- Task to carry out
Among the entries, how many lines carry the string "Jupiter"? Give the number and nothing else.

-- Data in this exercise follows --

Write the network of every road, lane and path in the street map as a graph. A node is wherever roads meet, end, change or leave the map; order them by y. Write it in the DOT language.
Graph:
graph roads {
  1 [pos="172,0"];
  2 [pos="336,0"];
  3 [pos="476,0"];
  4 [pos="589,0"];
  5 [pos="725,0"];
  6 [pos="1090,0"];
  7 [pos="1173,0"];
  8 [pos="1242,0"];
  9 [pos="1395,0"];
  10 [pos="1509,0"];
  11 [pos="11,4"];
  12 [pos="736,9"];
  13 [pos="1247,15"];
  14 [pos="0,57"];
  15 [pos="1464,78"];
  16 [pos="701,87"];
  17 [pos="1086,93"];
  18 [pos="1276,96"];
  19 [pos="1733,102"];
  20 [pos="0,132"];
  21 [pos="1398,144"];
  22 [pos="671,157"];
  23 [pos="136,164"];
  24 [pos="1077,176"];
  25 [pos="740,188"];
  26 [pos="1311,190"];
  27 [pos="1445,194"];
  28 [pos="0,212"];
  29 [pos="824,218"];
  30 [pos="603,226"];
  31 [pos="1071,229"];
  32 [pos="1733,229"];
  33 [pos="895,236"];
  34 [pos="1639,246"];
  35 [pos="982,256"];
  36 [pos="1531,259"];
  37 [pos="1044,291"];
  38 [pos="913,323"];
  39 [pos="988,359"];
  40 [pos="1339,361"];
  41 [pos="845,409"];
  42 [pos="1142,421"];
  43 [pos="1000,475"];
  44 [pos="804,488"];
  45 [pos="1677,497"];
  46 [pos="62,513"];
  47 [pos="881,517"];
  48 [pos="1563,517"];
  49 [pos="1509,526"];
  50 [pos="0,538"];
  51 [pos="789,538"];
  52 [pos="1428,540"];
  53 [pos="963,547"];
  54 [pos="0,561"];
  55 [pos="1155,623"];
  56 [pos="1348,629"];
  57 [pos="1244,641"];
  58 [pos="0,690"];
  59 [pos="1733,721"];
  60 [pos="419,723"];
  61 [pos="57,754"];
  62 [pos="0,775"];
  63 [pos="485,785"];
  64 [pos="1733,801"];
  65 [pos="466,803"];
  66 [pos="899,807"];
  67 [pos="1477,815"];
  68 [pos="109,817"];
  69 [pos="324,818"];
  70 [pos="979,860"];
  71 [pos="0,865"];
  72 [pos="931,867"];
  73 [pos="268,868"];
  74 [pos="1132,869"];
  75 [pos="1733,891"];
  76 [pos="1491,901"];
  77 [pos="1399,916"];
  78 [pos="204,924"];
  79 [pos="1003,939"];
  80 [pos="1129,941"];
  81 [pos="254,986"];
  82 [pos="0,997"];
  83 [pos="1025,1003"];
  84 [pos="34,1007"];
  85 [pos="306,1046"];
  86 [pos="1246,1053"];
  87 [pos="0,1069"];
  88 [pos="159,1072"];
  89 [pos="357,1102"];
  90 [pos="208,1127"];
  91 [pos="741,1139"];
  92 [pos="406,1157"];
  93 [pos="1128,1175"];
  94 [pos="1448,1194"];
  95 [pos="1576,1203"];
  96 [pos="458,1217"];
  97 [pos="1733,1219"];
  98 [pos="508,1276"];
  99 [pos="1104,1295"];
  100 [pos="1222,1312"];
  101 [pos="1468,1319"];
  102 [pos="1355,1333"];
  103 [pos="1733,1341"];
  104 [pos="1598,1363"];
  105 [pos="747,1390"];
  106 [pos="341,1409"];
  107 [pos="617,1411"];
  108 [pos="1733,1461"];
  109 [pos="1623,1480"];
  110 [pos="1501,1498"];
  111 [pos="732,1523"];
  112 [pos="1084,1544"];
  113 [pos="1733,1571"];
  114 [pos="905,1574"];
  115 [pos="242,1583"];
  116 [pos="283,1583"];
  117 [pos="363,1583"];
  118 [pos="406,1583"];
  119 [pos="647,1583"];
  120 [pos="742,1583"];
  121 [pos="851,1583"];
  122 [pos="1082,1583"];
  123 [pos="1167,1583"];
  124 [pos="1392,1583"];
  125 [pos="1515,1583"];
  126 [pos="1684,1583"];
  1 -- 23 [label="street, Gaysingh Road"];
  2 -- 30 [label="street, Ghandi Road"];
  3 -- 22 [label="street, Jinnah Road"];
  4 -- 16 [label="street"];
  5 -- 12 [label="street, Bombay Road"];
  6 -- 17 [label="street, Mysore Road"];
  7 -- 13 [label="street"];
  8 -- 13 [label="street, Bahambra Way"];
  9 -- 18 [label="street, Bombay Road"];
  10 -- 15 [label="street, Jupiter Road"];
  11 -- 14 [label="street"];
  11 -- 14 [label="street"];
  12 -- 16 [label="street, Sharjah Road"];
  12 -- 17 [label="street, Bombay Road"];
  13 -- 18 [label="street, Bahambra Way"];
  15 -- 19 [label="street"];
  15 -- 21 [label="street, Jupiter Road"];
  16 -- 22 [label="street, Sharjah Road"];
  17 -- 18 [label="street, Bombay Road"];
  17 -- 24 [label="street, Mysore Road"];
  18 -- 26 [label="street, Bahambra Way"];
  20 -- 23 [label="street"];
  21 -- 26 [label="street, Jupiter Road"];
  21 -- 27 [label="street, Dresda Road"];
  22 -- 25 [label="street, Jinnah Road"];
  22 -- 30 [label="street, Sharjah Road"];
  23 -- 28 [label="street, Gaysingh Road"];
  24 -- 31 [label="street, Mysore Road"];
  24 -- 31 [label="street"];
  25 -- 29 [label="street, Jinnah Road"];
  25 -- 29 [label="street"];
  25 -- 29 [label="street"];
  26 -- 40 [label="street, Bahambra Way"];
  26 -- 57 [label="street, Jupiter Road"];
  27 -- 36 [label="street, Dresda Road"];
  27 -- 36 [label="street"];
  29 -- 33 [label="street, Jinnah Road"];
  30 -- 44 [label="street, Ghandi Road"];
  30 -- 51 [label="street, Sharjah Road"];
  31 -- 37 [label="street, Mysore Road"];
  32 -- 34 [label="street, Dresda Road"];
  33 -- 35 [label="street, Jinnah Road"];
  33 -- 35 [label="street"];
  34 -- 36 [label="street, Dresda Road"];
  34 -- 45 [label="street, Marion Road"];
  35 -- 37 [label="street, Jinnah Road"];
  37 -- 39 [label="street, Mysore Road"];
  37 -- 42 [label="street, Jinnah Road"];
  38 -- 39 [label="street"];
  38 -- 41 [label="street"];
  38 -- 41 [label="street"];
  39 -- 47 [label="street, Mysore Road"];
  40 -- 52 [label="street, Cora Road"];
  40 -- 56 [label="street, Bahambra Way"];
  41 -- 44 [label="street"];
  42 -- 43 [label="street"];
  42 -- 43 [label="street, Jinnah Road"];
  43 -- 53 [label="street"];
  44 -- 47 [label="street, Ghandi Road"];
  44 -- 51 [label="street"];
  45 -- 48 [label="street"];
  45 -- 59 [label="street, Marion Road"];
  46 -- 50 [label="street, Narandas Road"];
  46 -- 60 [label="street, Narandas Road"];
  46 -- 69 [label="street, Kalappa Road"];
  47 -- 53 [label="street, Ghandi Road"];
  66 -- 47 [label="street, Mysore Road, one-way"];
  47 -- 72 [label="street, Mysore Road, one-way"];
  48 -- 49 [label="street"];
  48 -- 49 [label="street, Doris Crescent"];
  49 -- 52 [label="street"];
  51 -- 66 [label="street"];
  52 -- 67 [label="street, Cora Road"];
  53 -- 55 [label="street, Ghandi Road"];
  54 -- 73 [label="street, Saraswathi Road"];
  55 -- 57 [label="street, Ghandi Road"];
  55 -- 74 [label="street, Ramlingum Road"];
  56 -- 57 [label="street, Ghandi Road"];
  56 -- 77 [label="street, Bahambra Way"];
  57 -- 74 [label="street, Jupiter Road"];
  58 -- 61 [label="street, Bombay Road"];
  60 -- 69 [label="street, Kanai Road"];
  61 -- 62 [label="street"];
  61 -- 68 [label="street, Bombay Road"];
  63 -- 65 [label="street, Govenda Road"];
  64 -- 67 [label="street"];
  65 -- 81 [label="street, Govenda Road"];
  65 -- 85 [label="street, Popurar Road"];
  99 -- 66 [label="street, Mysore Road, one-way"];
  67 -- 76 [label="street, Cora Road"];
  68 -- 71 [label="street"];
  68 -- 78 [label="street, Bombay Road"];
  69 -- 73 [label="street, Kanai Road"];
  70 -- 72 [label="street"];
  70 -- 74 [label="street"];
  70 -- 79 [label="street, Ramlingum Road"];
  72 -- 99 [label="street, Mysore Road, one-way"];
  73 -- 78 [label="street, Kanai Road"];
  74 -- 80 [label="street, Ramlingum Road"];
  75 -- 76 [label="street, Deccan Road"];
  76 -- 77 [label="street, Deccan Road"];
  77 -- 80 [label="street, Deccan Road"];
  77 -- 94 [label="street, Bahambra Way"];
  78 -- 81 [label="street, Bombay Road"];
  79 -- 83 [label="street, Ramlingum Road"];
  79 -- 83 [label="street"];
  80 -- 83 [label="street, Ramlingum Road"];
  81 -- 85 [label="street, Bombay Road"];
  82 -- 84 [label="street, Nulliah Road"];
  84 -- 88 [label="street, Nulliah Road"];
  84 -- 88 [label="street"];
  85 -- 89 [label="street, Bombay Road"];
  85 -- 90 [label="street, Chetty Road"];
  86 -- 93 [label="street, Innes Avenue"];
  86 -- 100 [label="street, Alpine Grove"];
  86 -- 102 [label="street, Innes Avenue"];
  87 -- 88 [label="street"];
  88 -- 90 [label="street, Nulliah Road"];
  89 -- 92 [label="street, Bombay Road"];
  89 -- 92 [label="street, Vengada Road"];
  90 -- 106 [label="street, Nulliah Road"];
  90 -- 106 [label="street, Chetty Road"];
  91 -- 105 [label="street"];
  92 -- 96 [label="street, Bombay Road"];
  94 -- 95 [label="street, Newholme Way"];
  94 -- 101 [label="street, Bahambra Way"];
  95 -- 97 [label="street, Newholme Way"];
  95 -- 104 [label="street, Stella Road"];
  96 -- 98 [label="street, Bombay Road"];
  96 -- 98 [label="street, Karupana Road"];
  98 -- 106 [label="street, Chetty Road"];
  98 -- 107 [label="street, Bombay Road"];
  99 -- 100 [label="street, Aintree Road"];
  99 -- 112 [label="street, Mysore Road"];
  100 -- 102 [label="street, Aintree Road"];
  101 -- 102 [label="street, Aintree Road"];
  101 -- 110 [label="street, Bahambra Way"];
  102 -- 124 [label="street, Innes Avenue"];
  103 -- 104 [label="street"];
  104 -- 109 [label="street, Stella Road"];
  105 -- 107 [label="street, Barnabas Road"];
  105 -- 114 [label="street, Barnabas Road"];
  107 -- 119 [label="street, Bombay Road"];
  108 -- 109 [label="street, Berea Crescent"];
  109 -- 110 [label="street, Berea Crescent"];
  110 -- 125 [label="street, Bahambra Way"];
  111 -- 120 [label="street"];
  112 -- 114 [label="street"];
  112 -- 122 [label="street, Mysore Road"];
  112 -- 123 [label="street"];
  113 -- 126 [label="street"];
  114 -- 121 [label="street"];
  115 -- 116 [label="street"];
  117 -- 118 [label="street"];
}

-- Data in this exercise concluded --
-- Data in this exercise follows --

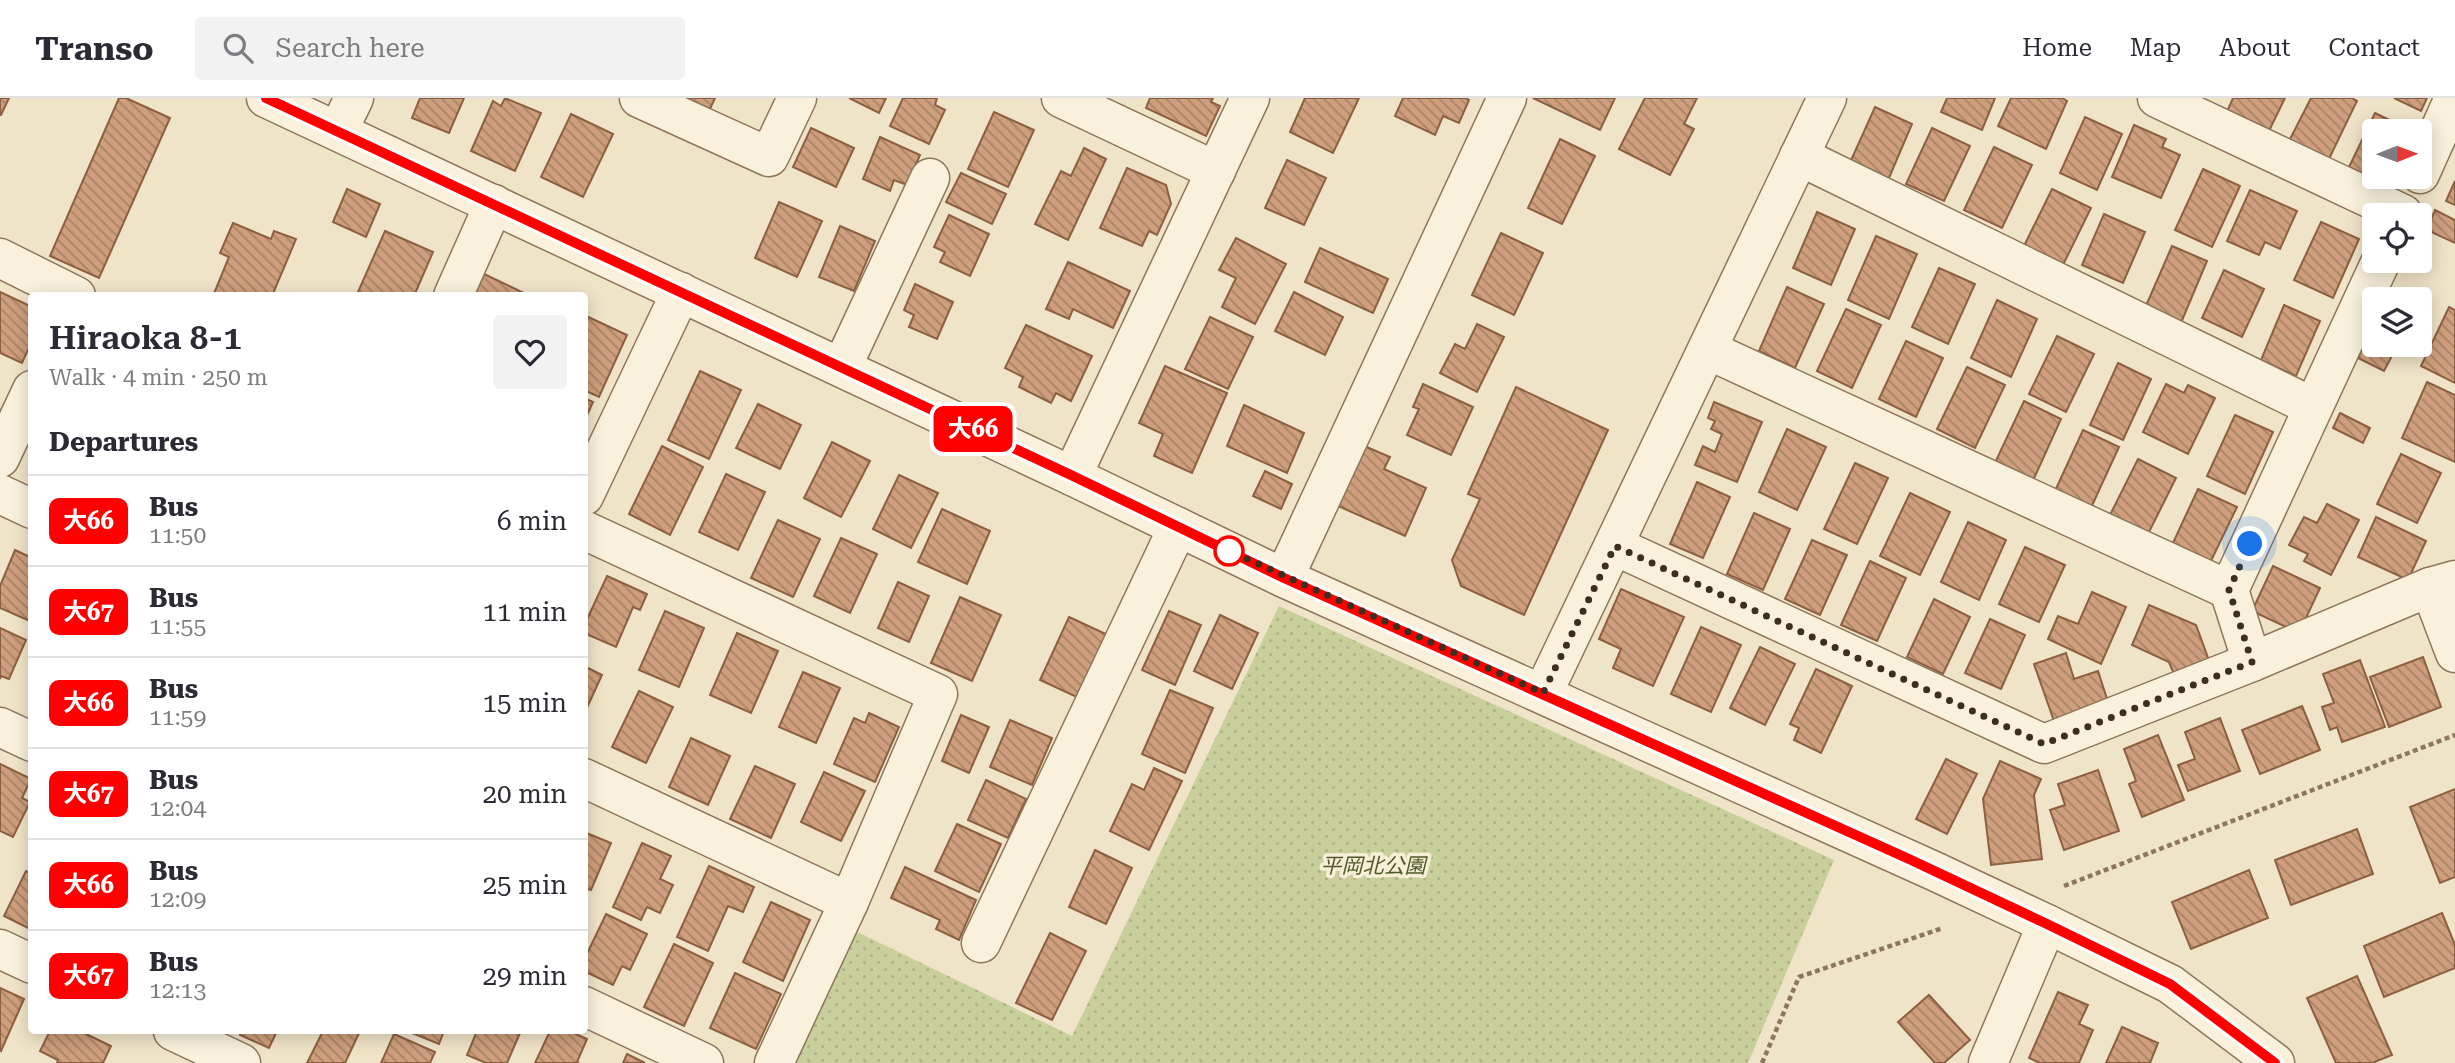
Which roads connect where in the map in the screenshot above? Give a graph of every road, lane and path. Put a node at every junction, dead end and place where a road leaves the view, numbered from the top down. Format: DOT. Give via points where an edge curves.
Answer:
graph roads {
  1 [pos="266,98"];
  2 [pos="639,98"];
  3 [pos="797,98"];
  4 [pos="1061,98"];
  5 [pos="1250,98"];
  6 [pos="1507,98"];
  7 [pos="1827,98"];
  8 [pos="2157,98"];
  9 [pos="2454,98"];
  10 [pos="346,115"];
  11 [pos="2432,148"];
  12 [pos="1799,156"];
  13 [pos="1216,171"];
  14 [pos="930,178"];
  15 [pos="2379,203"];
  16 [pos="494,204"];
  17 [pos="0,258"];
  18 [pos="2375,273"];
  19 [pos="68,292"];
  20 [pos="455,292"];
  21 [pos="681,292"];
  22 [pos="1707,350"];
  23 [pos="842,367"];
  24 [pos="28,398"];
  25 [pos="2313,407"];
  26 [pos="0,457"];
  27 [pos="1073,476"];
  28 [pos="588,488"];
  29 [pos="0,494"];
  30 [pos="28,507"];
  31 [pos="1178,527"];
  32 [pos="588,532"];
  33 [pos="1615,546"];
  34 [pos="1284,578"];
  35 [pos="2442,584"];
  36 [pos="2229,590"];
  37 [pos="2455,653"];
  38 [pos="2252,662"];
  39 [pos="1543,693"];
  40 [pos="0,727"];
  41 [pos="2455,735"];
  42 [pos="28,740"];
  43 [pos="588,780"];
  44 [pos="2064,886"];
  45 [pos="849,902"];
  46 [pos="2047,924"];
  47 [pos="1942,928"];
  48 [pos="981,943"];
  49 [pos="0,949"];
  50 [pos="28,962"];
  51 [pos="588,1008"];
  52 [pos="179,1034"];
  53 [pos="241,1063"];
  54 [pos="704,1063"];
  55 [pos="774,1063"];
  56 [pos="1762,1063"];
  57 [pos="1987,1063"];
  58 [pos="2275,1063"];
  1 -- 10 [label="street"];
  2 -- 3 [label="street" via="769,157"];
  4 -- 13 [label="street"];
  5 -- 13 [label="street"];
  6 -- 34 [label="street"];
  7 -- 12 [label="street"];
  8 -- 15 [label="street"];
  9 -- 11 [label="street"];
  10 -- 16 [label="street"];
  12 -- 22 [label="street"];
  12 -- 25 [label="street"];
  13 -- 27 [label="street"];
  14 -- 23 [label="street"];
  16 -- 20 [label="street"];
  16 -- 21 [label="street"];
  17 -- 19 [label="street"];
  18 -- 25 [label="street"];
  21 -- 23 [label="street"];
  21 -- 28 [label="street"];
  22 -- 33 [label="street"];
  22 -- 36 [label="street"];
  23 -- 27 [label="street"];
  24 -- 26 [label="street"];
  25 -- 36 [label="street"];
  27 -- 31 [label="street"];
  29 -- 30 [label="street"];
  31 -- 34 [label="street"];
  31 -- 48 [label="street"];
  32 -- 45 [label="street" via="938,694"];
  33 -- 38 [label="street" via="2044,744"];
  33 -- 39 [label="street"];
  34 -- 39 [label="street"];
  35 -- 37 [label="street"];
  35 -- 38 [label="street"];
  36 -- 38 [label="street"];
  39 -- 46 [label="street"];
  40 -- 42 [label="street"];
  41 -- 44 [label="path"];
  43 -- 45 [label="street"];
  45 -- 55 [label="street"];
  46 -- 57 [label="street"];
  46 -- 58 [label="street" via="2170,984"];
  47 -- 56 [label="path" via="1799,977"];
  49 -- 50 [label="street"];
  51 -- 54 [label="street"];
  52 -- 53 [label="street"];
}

-- Data in this exercise concluded --

- Task result
5